Welcome to the funniest comedy of 2012. Loony, lewd and lovable, “Ted” takes place on a stratospheric plane of preposterousness.
Underachiever John Bennett (Mark Wahlberg) made a childhood wish that his teddy bear would come to life and be his best friend forever. It came true. Ted was a media sensation, but after his flurry of fame, our celebrity-glutted society shrugged him off. Twenty-five years later John and Ted are affable couch spuds, living a juvenile getting-by life, cracking politically incorrect jokes and idling away their days with beer, bong and TV. Whoever said there are only 10 basic plots overlooked this one.
If this surreal take on the man-child and idiot-friend genres sounds cartoonish, it’s to be expected. This is the first film from Seth MacFarlane, creator of the animated “Family Guy” series. Once we buy the abracadabra premise (set up in a prologue narrated by syrupy, faux-sincere Patrick Stewart), “Ted” respects plausibility and character integrity. It performs the essential magic act required of successful entertainment: Getting us to identify with the people onscreen even as they behave absurdly. And good gravy, is this film ridiculous.
Like MacFarlane’s TV hit, “Ted” presents the tribulations of daily life for a bizarre New England family. As Lori, John’s successful, supportive girlfriend, Mila Kunis struggles to preserve a semblance of normality in their home life. It’s not easy. The script is a free-form barrage of gross-out gags, odd celebrity cameos and curveball jokes. It feels more stuck together with a glue gun than written, but the sheer foulmouthed energy of the enterprise is irresistible. As Ted is eased out of John’s life and into his own apartment, John’s loyalties remain divided.
Even when the gags aren’t brilliant, you’re aghast at how far off the wall Wahlberg and company are willing to take them. There are feverishly inappropriate jokes here that will live on in dorm-room bull sessions forever. When skirt-chasing Ted lands a job as a grocery clerk, he and a busty co-worker make the stockroom their love nest. You may never look at parsnips again without snickering.
The film features a hamper full of sharply defined characters, from Lori’s predatory popinjay boss (Joel McHale) to the psycho creep who wants Ted for his own little boy (Giovanni Ribisi). Kunis is sweet and demure though understandably impatient with her Peter Pan boyfriend, and Wahlberg brings everydude charm and real tenderness to their romantic scenes. He even sends up his Marky Mark days with a tone-deaf romantic solo that sparks a mini-riot at a Norah Jones concert.

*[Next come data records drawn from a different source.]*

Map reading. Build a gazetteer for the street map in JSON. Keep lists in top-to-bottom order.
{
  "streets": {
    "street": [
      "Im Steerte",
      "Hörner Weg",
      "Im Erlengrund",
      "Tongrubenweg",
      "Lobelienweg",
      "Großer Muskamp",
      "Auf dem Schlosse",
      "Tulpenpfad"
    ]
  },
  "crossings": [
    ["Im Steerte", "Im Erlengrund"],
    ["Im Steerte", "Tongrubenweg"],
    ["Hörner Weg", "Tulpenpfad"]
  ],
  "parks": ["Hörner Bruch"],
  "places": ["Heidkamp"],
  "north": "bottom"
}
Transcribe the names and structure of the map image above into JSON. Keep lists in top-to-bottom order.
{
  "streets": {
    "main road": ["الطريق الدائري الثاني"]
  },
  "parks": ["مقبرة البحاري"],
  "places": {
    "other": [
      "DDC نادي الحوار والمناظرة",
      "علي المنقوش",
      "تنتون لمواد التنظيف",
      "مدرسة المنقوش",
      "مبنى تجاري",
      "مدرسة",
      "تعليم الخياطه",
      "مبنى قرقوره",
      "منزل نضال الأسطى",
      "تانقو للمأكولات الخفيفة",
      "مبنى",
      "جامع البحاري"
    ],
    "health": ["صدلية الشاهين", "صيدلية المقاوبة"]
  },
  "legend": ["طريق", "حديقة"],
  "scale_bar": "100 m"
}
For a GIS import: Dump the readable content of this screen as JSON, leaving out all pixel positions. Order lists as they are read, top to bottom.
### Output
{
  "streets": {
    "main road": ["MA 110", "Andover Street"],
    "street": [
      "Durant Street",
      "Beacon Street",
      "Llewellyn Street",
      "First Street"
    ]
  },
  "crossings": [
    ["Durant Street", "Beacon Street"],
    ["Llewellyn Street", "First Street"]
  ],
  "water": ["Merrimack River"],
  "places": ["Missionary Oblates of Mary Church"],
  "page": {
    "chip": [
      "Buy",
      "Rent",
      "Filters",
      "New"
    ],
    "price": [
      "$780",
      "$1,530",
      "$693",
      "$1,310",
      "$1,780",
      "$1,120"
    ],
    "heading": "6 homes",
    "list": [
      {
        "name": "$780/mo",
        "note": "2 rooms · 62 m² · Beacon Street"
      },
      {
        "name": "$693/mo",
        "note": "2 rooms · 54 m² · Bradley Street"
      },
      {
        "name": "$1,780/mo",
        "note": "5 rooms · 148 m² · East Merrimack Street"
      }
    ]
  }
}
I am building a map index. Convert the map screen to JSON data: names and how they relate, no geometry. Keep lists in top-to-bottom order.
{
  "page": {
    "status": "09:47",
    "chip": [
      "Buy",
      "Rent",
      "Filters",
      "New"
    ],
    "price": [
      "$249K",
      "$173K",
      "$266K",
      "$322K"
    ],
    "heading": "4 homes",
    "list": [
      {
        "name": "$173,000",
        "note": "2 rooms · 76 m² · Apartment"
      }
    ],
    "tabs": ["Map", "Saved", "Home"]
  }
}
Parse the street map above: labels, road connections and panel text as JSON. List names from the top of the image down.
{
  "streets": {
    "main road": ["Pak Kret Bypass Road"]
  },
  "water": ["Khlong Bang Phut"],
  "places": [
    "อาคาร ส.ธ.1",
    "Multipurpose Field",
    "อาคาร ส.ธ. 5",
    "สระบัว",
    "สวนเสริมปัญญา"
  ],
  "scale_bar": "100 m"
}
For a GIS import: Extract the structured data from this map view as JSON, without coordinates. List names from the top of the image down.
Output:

Most remarkable of all is Ted himself (voiced by MacFarlane), the greatest comedic stuffed animal since “Caddyshack’s” gopher. When the lifelong friends’ relationship hits bottom, John angrily calls Ted “Teddy Ruxpin.” The insult sparks a raucous, room-wrecking brawl that goes on and on past any rational bounds, and ends in such a frenzy of ferocity that laughter is the only release valve. Not everything works — the momentum drops in the sentimental final chapter — but there is more than enough here to keep audiences howling with laughter and hoping for a sequel.